With DLT, we can do better money, better identity, better property rights, better voting, better finance, better network governance, and so forth. These are the core pillars of our modern Western economy. And we can perform these functions better with crypto, blockchain, and decentralized platforms. Better wins in the end.

At a philosophical level, DLT is a post rule-of-law replacement for instilling trust in human relationships.

A very exciting new class of self-sustaining, autonomous, decentralized protocols with tokenized economies are now being created using the technology. For example, sites like Quora, Medium, Reddit, and Wikipedia could all work better with a tokenized economy to support protocols of content generation, curation, consumption, attention, and ratings. These are just a few examples of how the existing Web 2.0 landscape could be upgraded with tokenized closed-loop economies.
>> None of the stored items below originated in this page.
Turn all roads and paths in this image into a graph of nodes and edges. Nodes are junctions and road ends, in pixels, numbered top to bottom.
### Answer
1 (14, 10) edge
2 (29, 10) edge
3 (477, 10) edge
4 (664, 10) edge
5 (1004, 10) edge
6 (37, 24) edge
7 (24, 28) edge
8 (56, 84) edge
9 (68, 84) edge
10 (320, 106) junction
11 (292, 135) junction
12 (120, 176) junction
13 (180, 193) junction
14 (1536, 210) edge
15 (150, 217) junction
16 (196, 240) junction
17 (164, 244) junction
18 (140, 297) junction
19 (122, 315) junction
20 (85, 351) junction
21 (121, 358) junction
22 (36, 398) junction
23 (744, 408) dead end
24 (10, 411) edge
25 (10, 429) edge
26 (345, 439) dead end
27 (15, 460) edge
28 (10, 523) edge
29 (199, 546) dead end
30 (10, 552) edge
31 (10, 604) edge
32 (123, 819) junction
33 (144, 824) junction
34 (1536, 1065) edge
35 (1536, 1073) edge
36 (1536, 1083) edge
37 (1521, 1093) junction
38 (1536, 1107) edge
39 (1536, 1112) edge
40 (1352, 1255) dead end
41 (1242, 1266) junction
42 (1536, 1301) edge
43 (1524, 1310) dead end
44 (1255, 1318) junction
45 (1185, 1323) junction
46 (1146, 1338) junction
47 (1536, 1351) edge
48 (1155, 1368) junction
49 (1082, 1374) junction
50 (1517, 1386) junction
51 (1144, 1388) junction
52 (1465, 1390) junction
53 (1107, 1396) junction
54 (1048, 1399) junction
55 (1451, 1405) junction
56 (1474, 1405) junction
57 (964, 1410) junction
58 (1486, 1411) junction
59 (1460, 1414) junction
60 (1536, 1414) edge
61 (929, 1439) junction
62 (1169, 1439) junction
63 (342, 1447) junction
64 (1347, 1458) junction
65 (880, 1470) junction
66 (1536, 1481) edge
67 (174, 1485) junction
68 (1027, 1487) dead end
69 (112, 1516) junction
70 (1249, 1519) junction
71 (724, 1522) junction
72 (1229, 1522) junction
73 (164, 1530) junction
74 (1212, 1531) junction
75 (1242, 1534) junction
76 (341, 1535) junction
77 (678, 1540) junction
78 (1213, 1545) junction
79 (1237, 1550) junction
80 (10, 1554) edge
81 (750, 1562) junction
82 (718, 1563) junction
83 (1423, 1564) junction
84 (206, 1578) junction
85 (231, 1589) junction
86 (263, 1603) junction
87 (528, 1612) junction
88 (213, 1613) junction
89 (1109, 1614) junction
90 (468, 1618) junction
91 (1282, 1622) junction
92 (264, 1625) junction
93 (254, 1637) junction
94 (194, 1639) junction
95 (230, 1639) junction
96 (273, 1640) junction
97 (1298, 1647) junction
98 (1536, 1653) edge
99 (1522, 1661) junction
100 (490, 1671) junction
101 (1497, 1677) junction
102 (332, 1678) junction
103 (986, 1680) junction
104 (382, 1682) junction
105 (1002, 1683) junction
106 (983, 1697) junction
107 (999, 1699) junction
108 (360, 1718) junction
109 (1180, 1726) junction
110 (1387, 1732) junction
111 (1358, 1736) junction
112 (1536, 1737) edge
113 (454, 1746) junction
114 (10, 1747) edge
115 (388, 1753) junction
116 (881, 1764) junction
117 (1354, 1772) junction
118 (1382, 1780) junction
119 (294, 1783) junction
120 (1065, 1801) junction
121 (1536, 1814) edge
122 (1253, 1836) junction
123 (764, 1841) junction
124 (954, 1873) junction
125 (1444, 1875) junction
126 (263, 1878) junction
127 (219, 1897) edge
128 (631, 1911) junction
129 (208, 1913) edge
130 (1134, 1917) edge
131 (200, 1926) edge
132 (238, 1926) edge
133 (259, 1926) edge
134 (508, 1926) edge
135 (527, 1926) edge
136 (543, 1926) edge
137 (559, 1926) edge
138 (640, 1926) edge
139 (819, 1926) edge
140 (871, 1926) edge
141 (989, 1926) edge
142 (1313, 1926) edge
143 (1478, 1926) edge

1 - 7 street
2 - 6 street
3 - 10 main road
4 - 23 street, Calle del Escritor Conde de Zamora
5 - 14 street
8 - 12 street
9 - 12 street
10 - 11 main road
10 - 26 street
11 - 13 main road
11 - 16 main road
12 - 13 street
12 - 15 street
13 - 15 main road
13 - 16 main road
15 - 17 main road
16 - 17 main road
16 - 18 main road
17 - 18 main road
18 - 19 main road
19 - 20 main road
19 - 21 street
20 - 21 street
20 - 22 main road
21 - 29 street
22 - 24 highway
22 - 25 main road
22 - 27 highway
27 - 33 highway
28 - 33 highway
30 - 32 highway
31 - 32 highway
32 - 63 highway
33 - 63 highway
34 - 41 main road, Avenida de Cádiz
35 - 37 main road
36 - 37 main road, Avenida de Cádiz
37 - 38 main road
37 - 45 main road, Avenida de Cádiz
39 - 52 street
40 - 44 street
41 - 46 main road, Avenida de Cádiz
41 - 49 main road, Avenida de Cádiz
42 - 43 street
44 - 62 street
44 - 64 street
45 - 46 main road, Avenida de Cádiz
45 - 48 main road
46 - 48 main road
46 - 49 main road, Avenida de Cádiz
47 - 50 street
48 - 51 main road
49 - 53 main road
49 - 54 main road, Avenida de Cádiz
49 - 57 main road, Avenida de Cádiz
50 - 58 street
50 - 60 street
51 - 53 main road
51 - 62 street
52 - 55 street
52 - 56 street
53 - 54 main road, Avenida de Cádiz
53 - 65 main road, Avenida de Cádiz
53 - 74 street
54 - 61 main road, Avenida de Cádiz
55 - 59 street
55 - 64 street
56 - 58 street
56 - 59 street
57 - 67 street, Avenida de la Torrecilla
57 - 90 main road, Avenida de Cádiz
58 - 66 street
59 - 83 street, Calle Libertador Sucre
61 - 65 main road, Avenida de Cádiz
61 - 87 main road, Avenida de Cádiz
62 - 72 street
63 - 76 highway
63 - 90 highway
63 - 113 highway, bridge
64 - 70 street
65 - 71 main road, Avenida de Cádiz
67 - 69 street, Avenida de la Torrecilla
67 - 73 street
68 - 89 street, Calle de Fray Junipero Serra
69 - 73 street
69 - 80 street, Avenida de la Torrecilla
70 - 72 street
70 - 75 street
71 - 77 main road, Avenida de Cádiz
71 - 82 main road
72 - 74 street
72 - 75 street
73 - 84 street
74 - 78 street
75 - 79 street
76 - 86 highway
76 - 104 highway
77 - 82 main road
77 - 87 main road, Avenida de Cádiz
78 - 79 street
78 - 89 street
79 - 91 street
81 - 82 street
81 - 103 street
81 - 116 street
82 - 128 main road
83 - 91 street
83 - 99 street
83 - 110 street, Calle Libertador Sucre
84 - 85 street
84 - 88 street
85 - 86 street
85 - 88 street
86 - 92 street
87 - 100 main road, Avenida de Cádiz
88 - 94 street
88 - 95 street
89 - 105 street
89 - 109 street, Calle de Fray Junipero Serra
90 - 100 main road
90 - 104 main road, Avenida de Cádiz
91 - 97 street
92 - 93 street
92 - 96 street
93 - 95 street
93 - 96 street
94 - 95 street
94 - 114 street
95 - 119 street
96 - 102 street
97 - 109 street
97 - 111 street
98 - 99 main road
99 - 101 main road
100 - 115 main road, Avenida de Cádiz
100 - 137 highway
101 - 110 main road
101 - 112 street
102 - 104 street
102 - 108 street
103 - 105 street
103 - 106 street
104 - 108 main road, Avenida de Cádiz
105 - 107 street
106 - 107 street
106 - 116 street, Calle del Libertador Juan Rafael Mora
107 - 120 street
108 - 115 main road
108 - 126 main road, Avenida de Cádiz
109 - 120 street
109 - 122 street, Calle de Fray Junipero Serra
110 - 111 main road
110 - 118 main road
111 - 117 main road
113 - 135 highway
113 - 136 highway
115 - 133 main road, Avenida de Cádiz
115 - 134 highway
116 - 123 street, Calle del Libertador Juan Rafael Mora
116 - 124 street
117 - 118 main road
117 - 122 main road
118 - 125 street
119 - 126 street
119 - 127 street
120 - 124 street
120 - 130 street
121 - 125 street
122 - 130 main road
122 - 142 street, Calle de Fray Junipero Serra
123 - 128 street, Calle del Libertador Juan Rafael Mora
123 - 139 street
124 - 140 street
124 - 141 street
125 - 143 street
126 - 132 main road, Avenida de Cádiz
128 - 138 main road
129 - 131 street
Now, to give credit where credit is due, yes, there is a lot of hype and hubris in the crypto space right now. Probably 90% of ICOs today do not make any sense, and it is simply greedy human beings trying to capitalize on the gold rush era that we are in.

Yes, probably many of the current ICOs will lead to utter failures and total investor loss, which is perhaps where the Tulips bulb analogy is apt more recently in the past few months. However, it would be unwise to throw out the baby with the bathwater — i.e. to say that the entire space is flawed just because there are pump and dumps going on.

The truth is, probably within 10 years many Fortune 5000 companies globally will offer their securities, credits, rebates, coupons, and/or other financial instruments as a crypto token, machine-to-machine commerce will emerge and become a humongous part of the global economy, and many decentralized closed-loop token economies will exist on the Internet supporting protocols that are a permanent and value-added fixture of our economy.

Summary: Crypto Tokens are not Tulips — Crypto Tokens are changing everything! And if you have your head in the sand about this, you could miss out on one of the greatest wealth creation and wealth transfer events in human history.